# DIRECTIONS:
Throughout the listing that follows, find each line with the word "lane" and copy it.

# DATA PROVIDED:
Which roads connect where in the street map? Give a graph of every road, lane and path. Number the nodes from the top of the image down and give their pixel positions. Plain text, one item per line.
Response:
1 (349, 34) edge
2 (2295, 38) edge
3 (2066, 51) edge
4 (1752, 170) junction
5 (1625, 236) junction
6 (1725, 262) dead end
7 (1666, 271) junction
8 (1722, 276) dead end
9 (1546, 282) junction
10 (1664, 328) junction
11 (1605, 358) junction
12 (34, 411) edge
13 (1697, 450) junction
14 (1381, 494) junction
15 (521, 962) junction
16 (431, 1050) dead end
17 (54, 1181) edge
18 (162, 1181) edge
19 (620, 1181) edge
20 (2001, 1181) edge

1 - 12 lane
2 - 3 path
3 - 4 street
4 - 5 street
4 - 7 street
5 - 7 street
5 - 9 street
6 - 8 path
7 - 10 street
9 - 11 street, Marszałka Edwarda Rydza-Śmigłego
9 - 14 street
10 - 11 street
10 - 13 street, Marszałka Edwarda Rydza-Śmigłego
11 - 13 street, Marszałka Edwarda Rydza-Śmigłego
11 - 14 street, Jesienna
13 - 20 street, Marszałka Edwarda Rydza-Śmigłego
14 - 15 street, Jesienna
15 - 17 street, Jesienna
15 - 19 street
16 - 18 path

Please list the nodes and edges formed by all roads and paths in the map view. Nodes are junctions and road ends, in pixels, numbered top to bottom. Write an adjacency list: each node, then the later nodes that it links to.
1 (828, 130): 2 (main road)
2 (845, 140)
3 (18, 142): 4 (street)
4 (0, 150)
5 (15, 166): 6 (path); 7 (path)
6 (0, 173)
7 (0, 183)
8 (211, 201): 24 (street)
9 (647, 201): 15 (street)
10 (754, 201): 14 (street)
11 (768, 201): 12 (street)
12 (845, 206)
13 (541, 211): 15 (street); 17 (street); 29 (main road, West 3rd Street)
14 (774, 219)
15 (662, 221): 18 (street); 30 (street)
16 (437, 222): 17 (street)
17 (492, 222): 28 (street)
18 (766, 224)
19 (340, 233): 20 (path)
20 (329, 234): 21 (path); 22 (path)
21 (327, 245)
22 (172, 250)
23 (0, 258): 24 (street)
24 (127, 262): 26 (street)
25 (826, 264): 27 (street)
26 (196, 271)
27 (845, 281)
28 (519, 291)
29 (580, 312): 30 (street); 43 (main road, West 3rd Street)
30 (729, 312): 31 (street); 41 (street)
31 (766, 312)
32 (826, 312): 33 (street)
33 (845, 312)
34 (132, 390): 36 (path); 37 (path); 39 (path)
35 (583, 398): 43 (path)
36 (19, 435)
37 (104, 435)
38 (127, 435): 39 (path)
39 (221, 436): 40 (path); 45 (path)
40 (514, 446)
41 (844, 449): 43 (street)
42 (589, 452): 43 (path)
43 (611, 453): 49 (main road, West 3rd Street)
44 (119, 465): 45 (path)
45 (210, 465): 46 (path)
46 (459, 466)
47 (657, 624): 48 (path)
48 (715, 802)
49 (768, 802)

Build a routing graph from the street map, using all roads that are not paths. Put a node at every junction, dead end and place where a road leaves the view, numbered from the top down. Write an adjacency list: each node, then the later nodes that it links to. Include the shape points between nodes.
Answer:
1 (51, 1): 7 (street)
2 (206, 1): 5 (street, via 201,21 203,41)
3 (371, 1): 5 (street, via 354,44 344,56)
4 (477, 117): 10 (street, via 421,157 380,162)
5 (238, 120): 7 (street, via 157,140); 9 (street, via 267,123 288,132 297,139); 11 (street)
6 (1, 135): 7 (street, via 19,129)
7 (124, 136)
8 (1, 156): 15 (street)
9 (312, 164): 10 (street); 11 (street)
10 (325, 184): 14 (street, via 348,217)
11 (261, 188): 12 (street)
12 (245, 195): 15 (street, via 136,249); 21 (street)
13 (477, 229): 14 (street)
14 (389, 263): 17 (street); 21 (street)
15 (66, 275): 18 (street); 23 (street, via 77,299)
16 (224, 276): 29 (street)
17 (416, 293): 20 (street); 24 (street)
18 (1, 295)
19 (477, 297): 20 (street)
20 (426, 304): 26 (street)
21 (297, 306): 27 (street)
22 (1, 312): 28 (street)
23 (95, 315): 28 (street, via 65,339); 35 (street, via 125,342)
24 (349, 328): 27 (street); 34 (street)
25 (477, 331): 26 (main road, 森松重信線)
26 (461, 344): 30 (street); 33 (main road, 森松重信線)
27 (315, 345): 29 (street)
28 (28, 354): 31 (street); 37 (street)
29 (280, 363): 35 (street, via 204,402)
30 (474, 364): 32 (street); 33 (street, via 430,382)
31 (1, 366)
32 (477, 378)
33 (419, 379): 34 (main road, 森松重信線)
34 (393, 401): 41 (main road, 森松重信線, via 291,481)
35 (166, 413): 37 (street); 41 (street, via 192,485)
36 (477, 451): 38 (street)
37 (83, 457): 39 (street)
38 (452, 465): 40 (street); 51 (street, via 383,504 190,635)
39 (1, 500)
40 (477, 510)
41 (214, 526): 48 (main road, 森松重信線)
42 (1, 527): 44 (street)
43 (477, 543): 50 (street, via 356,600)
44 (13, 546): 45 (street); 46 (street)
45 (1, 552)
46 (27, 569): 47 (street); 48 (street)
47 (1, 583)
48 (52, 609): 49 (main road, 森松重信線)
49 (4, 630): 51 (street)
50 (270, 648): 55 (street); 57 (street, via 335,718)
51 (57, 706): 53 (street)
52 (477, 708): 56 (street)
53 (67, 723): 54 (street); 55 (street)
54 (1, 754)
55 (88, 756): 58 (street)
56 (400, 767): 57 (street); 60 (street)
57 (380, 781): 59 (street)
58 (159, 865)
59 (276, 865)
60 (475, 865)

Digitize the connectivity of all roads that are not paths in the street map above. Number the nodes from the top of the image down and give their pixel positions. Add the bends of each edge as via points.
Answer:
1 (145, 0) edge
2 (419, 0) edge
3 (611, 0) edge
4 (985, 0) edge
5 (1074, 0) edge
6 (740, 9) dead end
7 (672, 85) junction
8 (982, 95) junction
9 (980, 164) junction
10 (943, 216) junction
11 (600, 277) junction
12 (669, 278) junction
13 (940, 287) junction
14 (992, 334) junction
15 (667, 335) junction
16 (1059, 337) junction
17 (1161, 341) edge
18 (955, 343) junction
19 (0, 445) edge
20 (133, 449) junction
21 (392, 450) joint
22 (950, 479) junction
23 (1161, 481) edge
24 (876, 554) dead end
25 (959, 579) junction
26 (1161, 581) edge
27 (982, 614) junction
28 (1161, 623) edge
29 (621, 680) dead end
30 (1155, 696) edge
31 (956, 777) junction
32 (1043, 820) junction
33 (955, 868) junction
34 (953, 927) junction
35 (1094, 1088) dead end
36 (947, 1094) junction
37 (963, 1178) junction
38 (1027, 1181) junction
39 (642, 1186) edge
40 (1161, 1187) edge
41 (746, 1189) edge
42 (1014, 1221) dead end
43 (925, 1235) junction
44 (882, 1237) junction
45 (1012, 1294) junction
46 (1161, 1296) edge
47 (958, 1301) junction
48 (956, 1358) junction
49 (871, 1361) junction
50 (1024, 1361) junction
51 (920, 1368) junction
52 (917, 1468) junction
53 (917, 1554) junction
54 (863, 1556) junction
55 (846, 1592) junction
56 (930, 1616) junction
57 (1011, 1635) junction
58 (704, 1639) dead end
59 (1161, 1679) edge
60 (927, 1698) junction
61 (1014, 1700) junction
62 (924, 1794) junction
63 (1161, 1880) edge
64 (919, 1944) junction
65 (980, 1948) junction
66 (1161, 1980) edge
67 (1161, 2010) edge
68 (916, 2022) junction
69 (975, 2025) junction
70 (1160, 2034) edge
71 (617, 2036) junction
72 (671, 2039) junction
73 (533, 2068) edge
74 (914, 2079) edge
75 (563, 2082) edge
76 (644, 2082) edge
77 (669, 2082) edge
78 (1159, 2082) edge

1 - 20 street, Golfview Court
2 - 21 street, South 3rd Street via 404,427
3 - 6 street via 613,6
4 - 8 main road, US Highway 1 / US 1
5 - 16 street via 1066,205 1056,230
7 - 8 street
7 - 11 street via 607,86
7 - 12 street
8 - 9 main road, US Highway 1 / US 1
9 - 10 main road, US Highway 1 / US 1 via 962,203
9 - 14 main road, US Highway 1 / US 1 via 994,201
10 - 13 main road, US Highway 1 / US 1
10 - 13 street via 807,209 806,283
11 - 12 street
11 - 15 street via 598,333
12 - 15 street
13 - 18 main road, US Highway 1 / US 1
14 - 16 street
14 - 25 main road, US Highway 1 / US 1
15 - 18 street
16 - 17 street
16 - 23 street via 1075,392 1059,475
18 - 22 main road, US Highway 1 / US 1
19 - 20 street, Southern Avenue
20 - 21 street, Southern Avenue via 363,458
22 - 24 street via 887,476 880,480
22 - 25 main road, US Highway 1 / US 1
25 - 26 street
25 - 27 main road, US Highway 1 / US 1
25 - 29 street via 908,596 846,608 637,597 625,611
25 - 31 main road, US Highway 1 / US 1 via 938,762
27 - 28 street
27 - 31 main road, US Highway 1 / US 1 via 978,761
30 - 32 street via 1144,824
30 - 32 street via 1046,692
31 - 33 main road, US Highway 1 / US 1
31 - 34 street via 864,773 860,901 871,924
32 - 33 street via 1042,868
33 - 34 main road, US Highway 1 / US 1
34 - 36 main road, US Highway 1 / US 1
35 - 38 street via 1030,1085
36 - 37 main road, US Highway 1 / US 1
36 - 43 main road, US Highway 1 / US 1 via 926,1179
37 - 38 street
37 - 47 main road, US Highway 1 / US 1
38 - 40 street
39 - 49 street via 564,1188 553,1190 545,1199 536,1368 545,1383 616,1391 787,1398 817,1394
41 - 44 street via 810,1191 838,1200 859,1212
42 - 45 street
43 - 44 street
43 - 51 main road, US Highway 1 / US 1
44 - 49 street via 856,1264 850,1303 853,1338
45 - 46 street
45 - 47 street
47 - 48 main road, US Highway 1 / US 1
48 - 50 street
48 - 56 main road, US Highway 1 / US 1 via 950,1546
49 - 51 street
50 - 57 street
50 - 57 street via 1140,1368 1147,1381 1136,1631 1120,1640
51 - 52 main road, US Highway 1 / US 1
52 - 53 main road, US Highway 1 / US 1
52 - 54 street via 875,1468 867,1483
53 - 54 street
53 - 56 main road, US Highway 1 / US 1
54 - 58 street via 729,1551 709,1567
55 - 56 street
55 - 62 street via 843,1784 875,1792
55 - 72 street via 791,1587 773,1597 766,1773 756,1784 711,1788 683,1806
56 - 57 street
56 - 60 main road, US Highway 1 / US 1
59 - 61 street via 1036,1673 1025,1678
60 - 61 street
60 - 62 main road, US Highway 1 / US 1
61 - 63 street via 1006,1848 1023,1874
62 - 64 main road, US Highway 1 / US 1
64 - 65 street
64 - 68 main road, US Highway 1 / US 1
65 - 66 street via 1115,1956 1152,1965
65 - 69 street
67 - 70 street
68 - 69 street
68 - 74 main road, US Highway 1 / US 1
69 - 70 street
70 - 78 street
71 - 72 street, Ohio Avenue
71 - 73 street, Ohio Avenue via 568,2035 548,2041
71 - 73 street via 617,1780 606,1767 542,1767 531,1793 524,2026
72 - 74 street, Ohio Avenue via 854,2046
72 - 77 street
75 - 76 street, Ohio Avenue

# SOLUTION:
Which roads connect where in the street map? Give a graph of every road, lane and path. Number the nodes from the top of the image down and give their pixel positions. Plain text, one item per line.
1 - 12 lane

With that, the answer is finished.